Yup we have all done it, we tend to filter. The horny (especially teenagers) want to talk, chat and video whatever to the members of the other gender (well, most of them anyway). We filter by the needs we have, business needs, personal needs and artistic needs, we filter. There is for the most nothing wrong with that. Yet it also tends to keep you in a little box. I come from the previous internet era, I never got into Napster but I loved Audiogalaxy. I had it so I could listen to music when I was travelling and it opened up doors. I learned about the Corrs, Bond, the Dixie Chicks, Linkin Park, Orbital and a few others. It grew my CD collection by leaps and that made me happy, in an age where my work kept me from MTV, Audiogalaxy showed me other venues of music. I forwent the filter and I learned about and got to appreciate bands I would never have considered. Filtering is not all bad.
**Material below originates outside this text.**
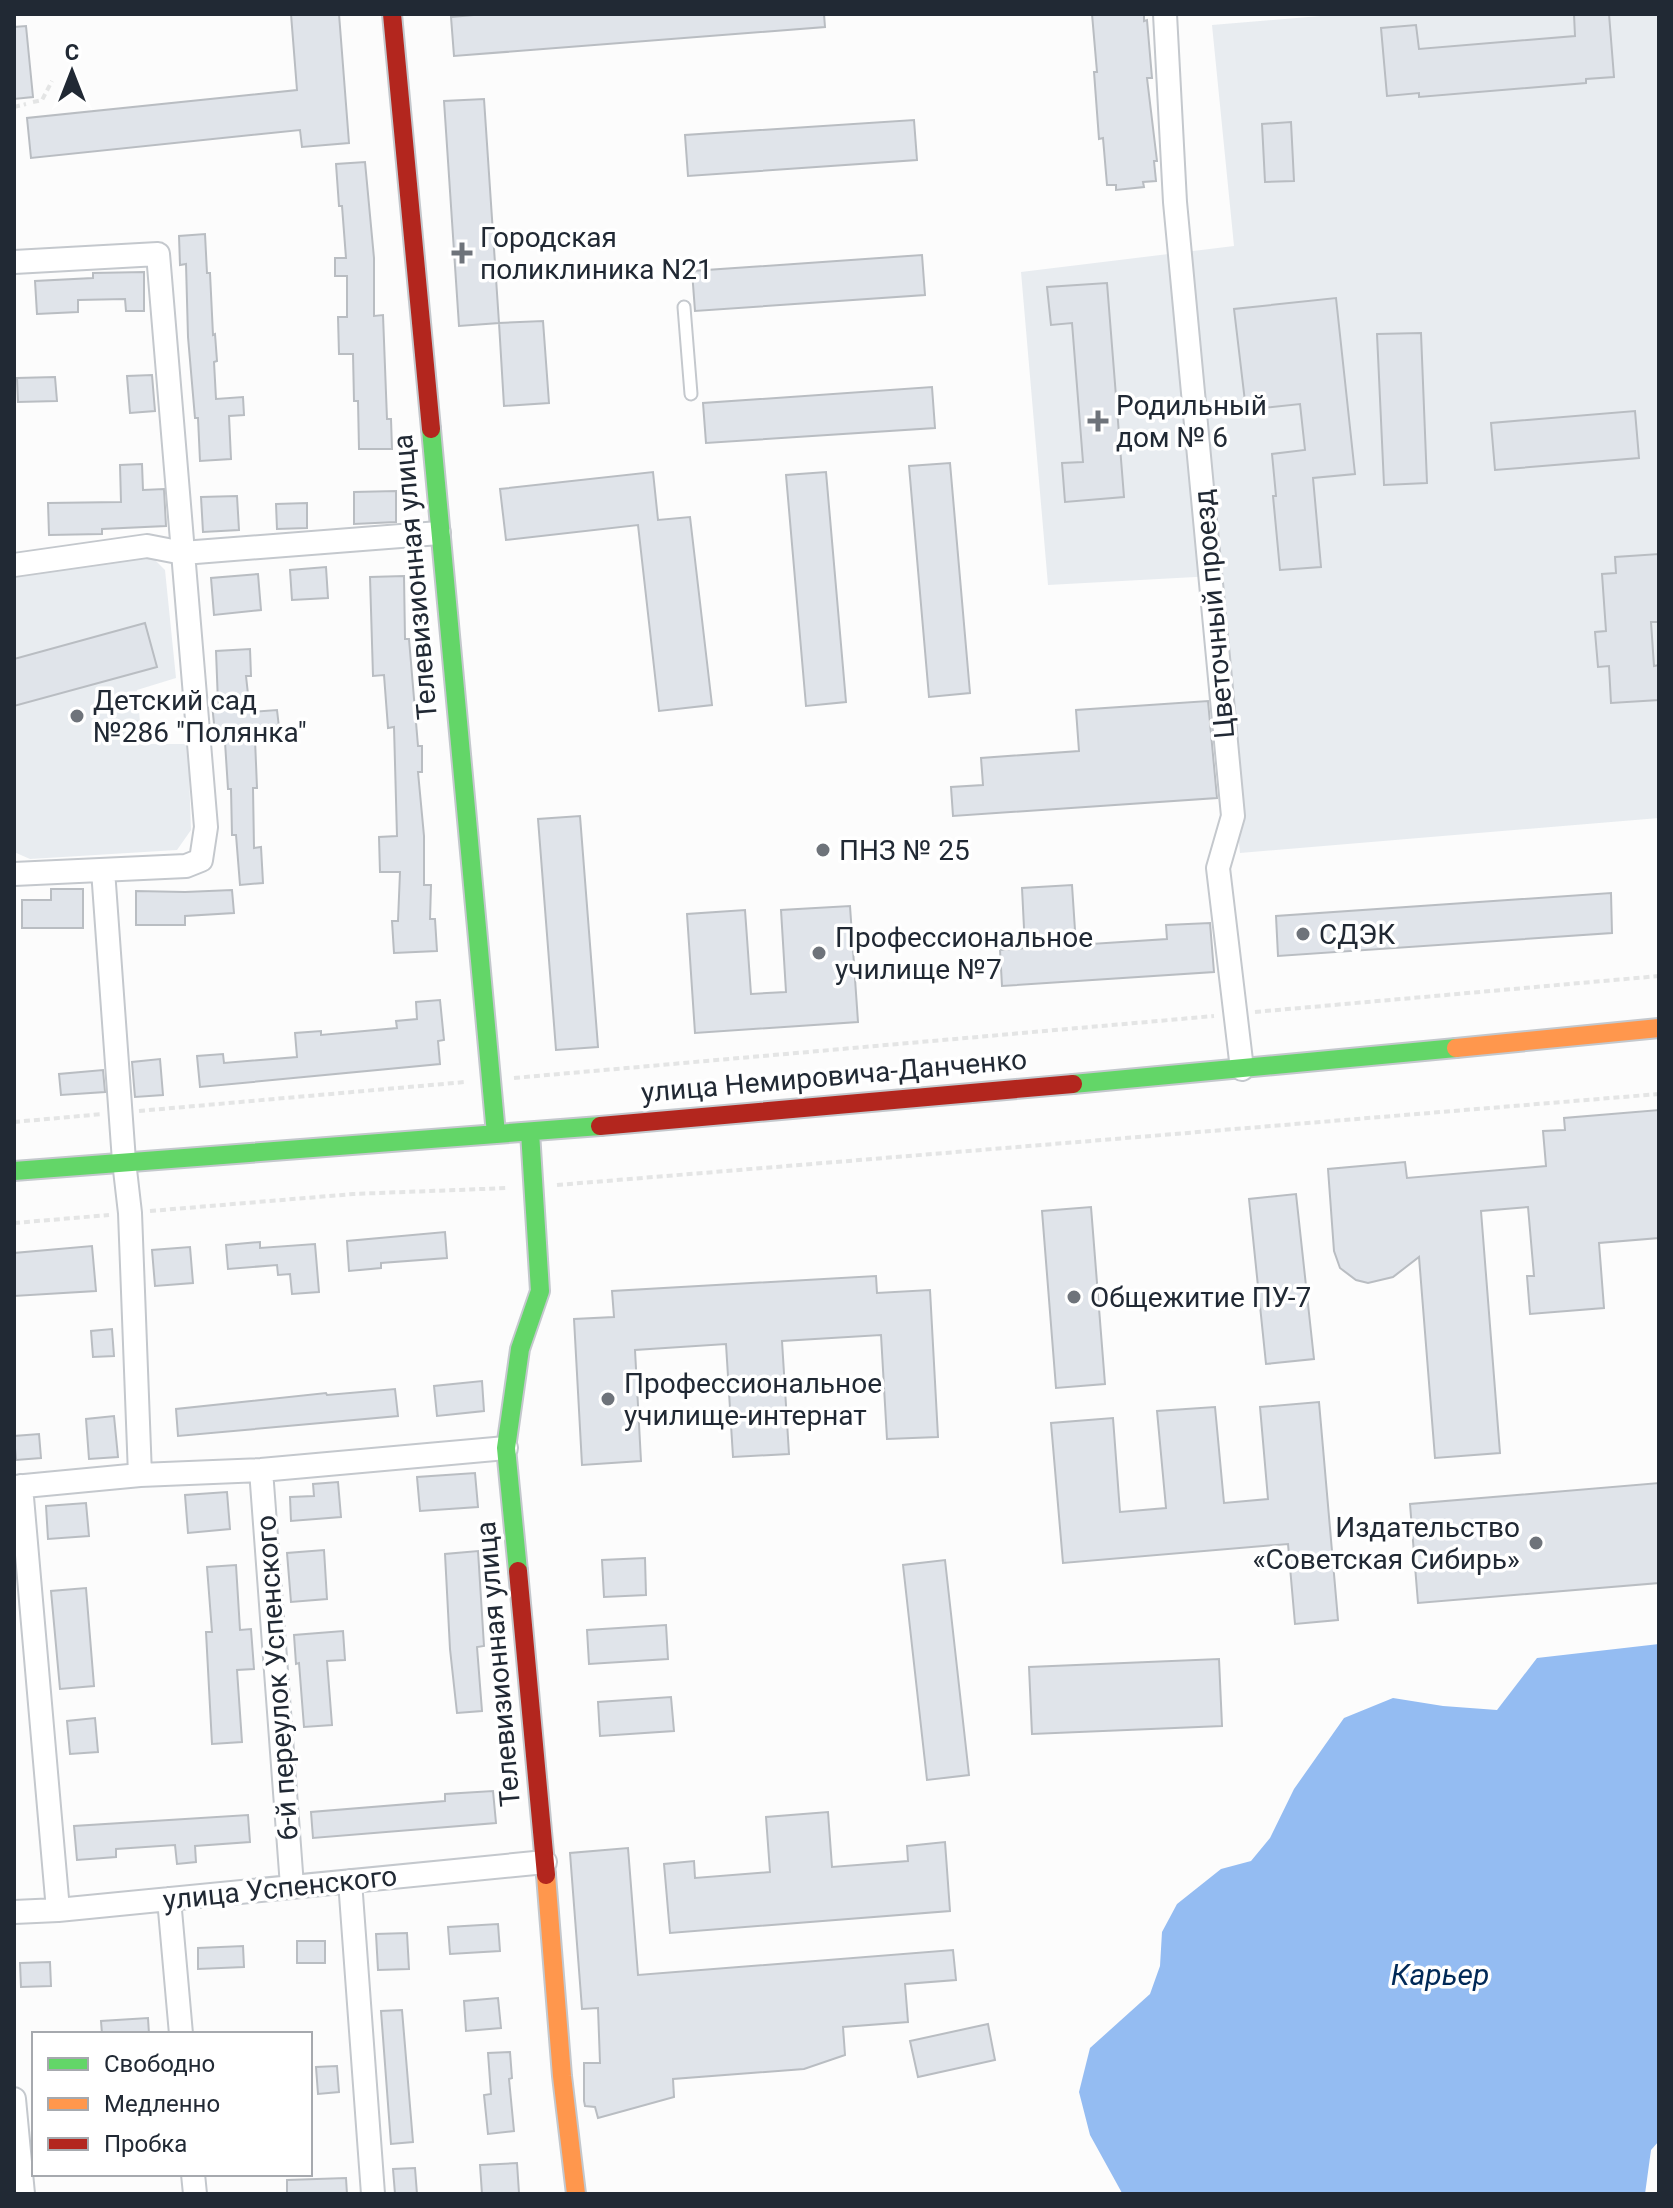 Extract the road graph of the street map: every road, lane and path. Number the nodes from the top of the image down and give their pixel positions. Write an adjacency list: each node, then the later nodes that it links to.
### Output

Yet what happens when filtering goes overboard in another direction? Today I learned a new word, I word I should have been aware of but I do not remember hearing it. The word is ‘Femicide’ and it is not a good word. It was Al Jazeera that made me aware, the article ‘Rage boils over amid Argentina’s unrelenting femicide crisis’ (at https://www.aljazeera.com/news/2021/2/24/rage-boils-over-amid-argentinas-unrelenting-femicide-crisis). It got my attention in the first as it was about Argentina and my mother was from there. In the second it was the by-line “Femicide of 18-year-old Ursula Bahillo pushed thousands into the streets of Buenos Aires this month to demand action”. In this there are two parts, the first is “About 87,400 results” (when we look for Ursula Bahillo) and the second part is that the big newspapers are missing on the news search result on the first page. A Spanish version from the BBC is at the bottom of the page, no Washington Post, no NY Times, no Times, no Guardian (the list goes on) and it sickens me for another reason. You see, one hour ago the Guardian gives us ‘Princess Latifa letter urges UK police to investigate sister’s Cambridge abduction’, some princess gets the news on optionally being abducted and whilst Al Jazeera reports “Nearly 300 femicides were reported in the country in 2020”, other newspapers keep us in the dark and these idiots demand money from Facebook and Google, whilst not informing us? I see this as one of the clearest ‘What the Fuck?’ moments of the year.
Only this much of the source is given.